Bruciato vivo, giallo sulla tanica aperta

Indagini sull’auto andata a fuoco dopo la carambola mortale a Porta a Mare

PISA. I vigili urbani l’hanno trovata riversa sul tappetino, annerita ma intatta. E soprattutto stappata, vuota, proprio vicina al suo corpo. La moglie, le figlie, chi lo conosceva bene sapeva che Gaetano Gallo usava quella tanica per annaffiare i fiori proprio fuori dal garage di casa. Quello che nessuno si spiega è perché il maresciallo della Aeronautica militare l’avesse portata con sé l’altra sera. Non solo. Chi indaga sulla fine del sotto ufficiale ritrovato carbonizzato nella sua auto dopo una carambola mortale in via Conte Fazio si chiede se quella tanica contenesse un liquido infiammabile che potrebbe aver alimentato il rogo.

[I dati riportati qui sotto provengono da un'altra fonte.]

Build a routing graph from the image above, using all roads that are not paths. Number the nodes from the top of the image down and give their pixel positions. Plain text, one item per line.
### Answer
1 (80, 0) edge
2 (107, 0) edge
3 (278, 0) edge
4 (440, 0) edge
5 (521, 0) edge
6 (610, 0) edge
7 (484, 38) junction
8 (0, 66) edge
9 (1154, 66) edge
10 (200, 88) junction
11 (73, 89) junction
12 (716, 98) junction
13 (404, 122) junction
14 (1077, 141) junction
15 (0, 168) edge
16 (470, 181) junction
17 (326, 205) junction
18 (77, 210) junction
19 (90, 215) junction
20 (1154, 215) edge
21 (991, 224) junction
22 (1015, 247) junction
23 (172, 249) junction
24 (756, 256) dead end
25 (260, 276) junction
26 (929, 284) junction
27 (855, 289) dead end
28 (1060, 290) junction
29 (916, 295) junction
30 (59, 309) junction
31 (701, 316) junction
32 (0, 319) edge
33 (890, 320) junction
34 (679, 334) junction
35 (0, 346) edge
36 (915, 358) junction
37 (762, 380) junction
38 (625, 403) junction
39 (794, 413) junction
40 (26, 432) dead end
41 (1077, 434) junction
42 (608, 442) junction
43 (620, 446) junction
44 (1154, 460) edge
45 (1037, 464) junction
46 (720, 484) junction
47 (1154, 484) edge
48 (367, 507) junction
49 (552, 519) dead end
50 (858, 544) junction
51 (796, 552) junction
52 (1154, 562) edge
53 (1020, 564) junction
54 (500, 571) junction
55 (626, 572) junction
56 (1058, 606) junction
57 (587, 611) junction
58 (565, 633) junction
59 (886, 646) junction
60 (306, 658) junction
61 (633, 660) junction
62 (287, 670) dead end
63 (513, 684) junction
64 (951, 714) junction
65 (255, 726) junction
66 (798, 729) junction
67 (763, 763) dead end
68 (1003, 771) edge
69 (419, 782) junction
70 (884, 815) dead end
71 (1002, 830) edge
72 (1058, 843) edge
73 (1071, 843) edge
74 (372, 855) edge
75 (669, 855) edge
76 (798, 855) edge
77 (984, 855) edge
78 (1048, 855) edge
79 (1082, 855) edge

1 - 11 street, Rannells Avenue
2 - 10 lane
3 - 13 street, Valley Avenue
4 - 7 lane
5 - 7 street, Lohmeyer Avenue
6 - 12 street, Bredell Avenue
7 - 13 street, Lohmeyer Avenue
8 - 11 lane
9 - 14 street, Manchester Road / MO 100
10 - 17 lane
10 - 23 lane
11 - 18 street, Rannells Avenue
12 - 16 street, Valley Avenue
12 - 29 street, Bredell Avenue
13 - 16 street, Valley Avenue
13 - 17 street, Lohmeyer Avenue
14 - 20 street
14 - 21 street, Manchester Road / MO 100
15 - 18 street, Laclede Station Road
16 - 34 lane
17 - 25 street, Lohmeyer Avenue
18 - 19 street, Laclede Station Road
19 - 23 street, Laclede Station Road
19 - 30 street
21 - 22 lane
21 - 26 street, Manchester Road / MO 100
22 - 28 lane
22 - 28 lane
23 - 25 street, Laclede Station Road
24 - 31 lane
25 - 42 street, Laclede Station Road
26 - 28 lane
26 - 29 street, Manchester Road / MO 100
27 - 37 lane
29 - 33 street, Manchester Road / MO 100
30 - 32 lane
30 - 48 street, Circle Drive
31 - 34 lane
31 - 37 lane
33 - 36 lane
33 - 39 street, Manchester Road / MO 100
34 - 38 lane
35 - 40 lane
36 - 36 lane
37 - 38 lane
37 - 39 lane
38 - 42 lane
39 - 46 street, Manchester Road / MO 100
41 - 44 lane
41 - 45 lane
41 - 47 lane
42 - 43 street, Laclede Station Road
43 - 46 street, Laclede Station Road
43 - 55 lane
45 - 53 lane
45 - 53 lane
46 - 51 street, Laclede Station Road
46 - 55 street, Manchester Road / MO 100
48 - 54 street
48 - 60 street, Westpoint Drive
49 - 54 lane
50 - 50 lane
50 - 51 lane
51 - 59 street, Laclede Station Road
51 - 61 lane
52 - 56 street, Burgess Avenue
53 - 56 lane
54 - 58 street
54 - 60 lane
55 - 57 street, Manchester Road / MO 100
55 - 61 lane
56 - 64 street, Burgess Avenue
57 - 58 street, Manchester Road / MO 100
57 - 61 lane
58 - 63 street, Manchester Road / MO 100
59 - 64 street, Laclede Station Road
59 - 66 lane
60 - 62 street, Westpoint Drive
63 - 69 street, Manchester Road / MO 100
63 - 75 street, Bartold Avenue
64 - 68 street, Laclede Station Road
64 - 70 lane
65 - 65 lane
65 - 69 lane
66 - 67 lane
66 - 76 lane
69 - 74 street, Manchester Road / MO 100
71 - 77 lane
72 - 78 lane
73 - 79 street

Dai rilievi svolti dagli agenti della polizia municipale e dai vigili del fuoco giovedì dopo l’incidente, avvenuto intorno alle 22,30, non è stato possibile ricostruirlo. Nella classe B di Gallo - 57 enne, andato in pensione appena 5 mesi fa dopo una carriera di successi nella 46esima Brigata aerea - gli uomini della Municipale hanno ritrovato anche il tappo della tanica. Per questo non è escluso che il pm Sisto Restuccia decida di affidare ad un esperto un’analisi più approfondita sul motore della Mercedes e soprattutto sul quel contenitore. L’uno o l’altra sono la chiave per dare una risposta chiara a questa tragedia.

Almeno fino a ieri il magistrato non ha ritenuto invece di disporre l’autopsia sul corpo dell’ex militare, anche se il corpo si trova ancora all’obitorio. I medici hanno riferito alla famiglia di un possibile malore all’origine della sbandata, o forse un mancamento che lo avrebbe proiettato sulle auto in sosta sulla strada di Porta a Mare.

Il maresciallo viaggiava proprio in direzione mare. La classe B si è incendiata all’altezza della scuola materna Beltrami. Dalla ricostruzione, viaggiava a velocità abbastanza sostenuta ma non avrebbe frenato. Prima avrebbe urtato contro una Nissan Micra, poi contro un altra auto, entrambe parcheggiate a bordo strada, per poi tamponare una Hyundai, anch’essa ferma ma con due donne a bordo in procinto di partire.

Il rogo è stato repentino e incontrollabile. Prima di finire sulla Hyundai, Gallo ha sfiorato un bus della Ctt.

Dal mezzo è subito sceso l’autista con un estintore: «Ho subito tentato di spegnere l’incendio - ha raccontato - Quell’uomo respirava ancora, anche se a fatica. Era ancora vivo. Ho provato, ho provato, ho scaricato tutto l’estintore ma le fiamme sono state troppo violente, sono salite dal cofano e hanno avvolto l’abitacolo, non ce l’ho fatta».

Gaetano potrebbe essere stato colpito da un malore oppure potrebbe essere stato l’impatto a stordirlo e ad impedirgli di provare ad uscire dal posto di guida. Soltanto oggi o forse domani i familiari potranno decidere quando e come svolgere i funerali. Gallo lascia la moglie Maddalena e tre figlie, Sabrina, Sara e Aurora. A luglio avrebbe dovuto accompagnare una delle maggiori, Sabrina, all’altare. Era un uomo determinato, Gaetano. In Aeronautica c’era entrato nel 1979. Per qualche anno era rimasto alla manutenzione, ma poi aveva si era deciso. Non ci si arruola fra le aquile per rimanere a terra. E allora aveva studiato ed era entrato nel 50° gruppo di volo, fra i lupi volanti della Brigata di San Giusto.